- _Aim of the task_
Only lines with the string "numbered" are wanted. Pull them out of the data.

Dataset entries

+ + +

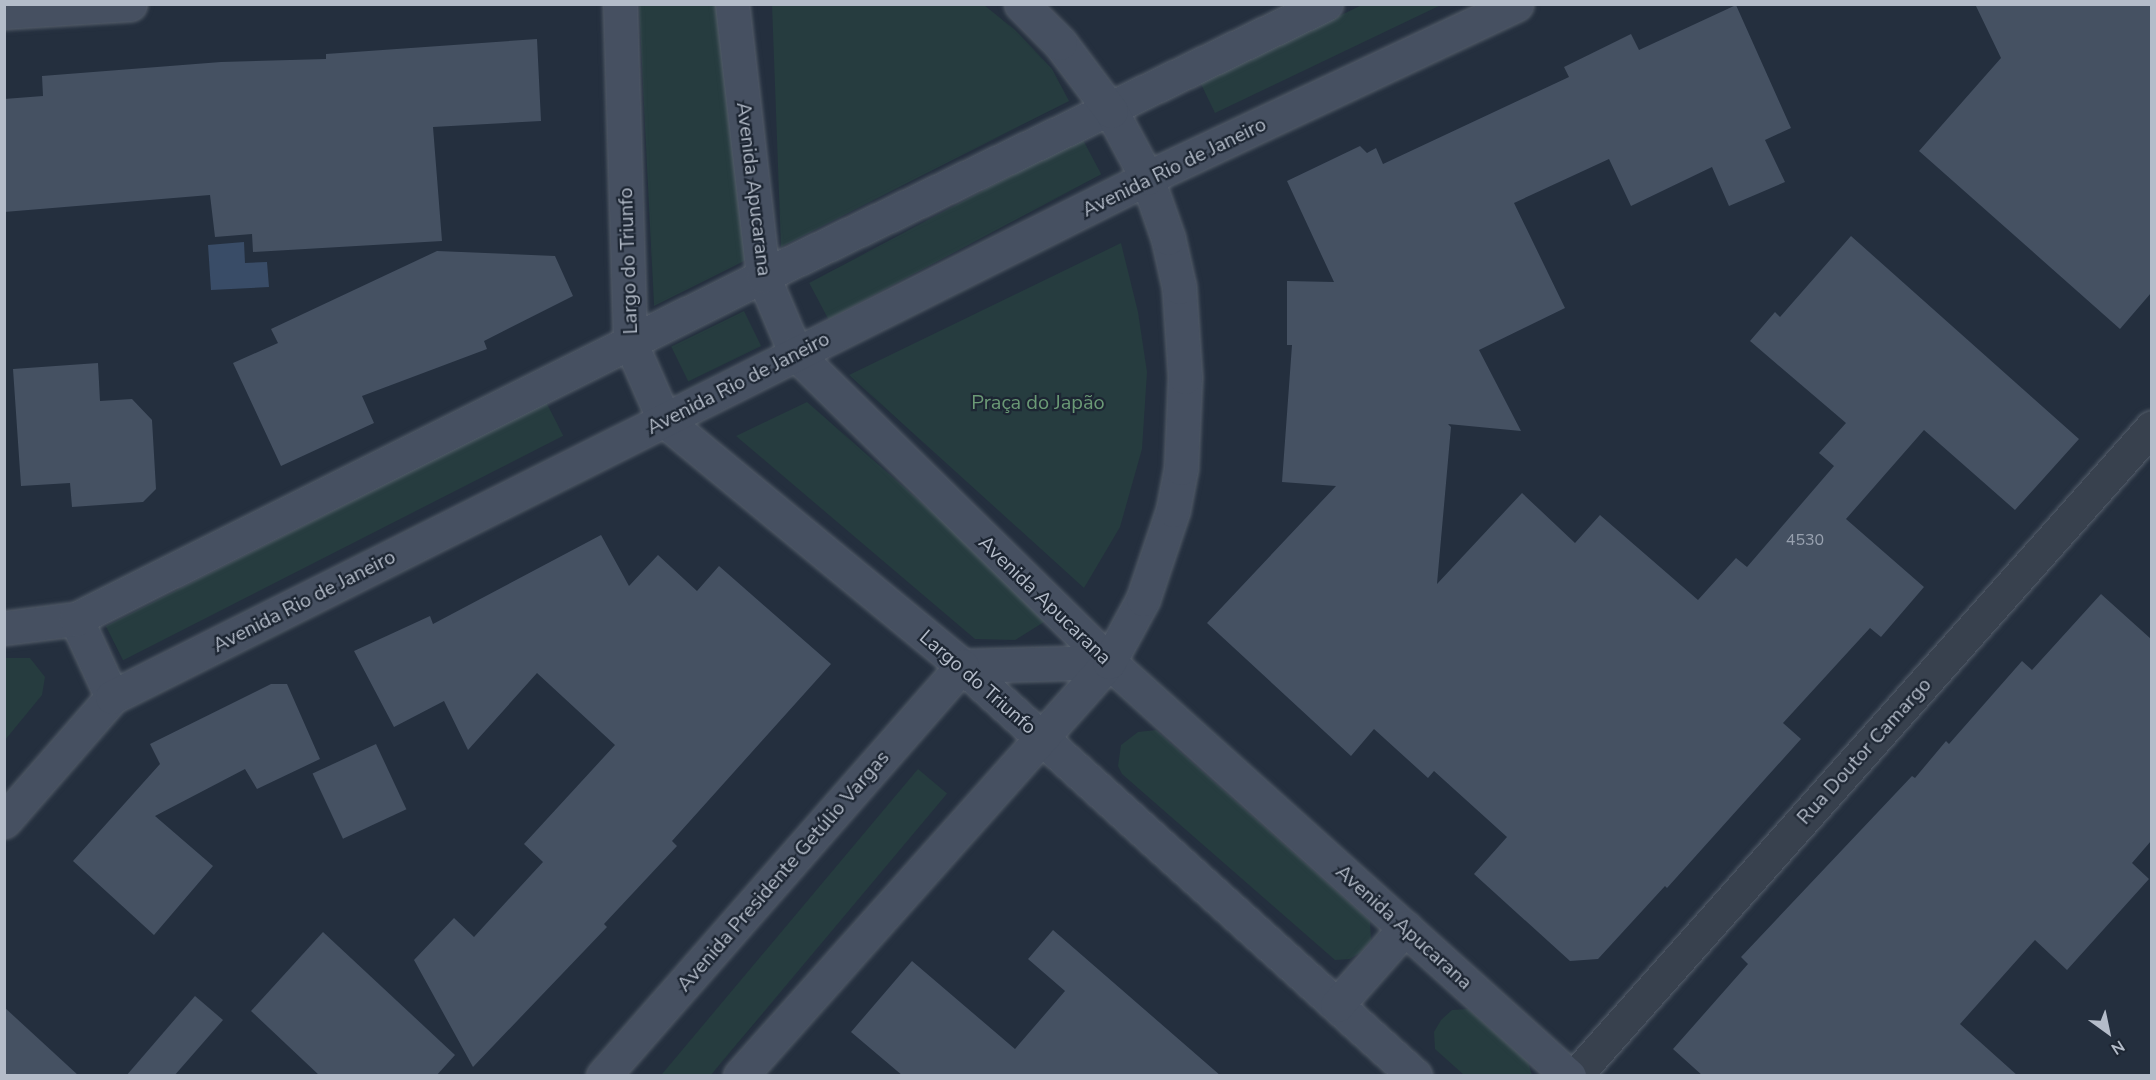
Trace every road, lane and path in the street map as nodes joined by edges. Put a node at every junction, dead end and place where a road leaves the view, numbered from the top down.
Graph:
1 (130, 4) edge
2 (620, 4) edge
3 (732, 4) edge
4 (1021, 4) edge
5 (1326, 4) edge
6 (1516, 4) edge
7 (4, 12) edge
8 (1111, 111) junction
9 (1147, 178) junction
10 (763, 276) junction
11 (630, 342) junction
12 (796, 354) junction
13 (664, 420) junction
14 (2151, 427) edge
15 (76, 619) junction
16 (4, 628) edge
17 (1109, 662) junction
18 (962, 666) junction
19 (112, 697) junction
20 (1041, 737) junction
21 (4, 821) edge
22 (1405, 928) junction
23 (1337, 1005) junction
24 (603, 1076) edge
25 (740, 1076) edge
26 (1415, 1076) edge
27 (1569, 1076) edge
28 (1575, 1076) edge

1 - 7 street
2 - 11 street, Largo do Triunfo
3 - 10 street, Avenida Apucarana
4 - 8 street, Largo do Triunfo
5 - 8 street
6 - 9 street, Avenida Rio de Janeiro
8 - 9 street, Largo do Triunfo
8 - 10 street
9 - 12 street, Avenida Rio de Janeiro
9 - 17 street, Largo do Triunfo
10 - 11 street
10 - 12 street, Avenida Apucarana
11 - 13 street, Largo do Triunfo
11 - 15 street
12 - 13 street, Avenida Rio de Janeiro
12 - 17 street, Avenida Apucarana
13 - 18 street, Largo do Triunfo
13 - 19 street, Avenida Rio de Janeiro
14 - 28 street, Rua Doutor Camargo
15 - 16 street
15 - 19 street
17 - 18 street
17 - 20 street, Largo do Triunfo
17 - 22 street, Avenida Apucarana
18 - 20 street, Largo do Triunfo
18 - 24 street, Avenida Presidente Getúlio Vargas
19 - 21 street, Avenida Rio de Janeiro
20 - 23 street
20 - 25 street
22 - 23 street
22 - 27 street, Avenida Apucarana
23 - 26 street

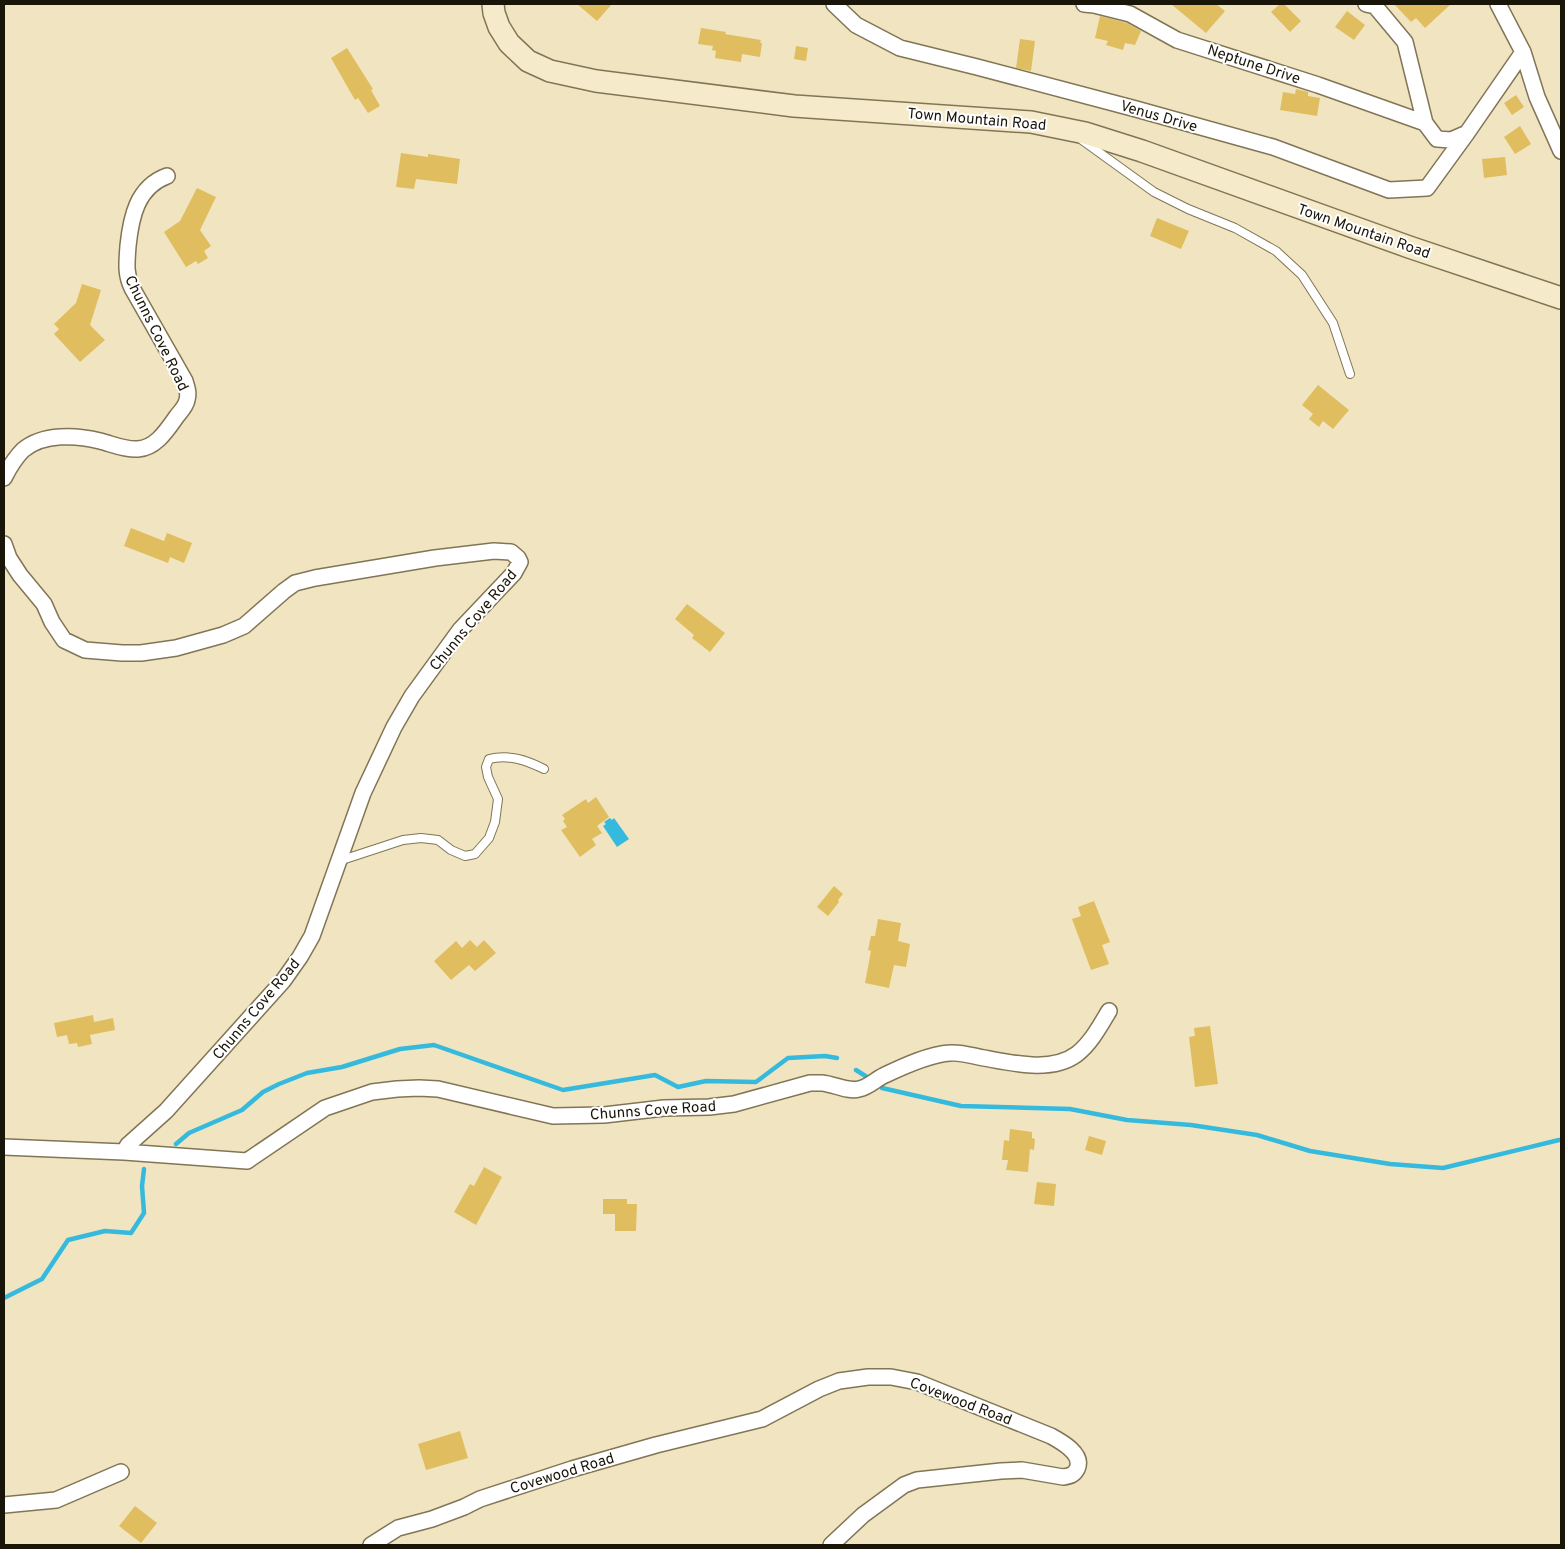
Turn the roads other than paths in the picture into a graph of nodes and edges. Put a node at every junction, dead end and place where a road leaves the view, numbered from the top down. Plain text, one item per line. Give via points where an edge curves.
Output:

+ + +

- _Exercise answer_
Trace every road, lane and path in the street map as nodes joined by edges. Put a node at every junction, dead end and place where a road leaves the view, numbered from the top down.
Turn the roads other than paths in the picture into a graph of nodes and edges. Put a node at every junction, dead end and place where a road leaves the view, numbered from the top down. Plain text, one item per line. Give via points where an edge curves.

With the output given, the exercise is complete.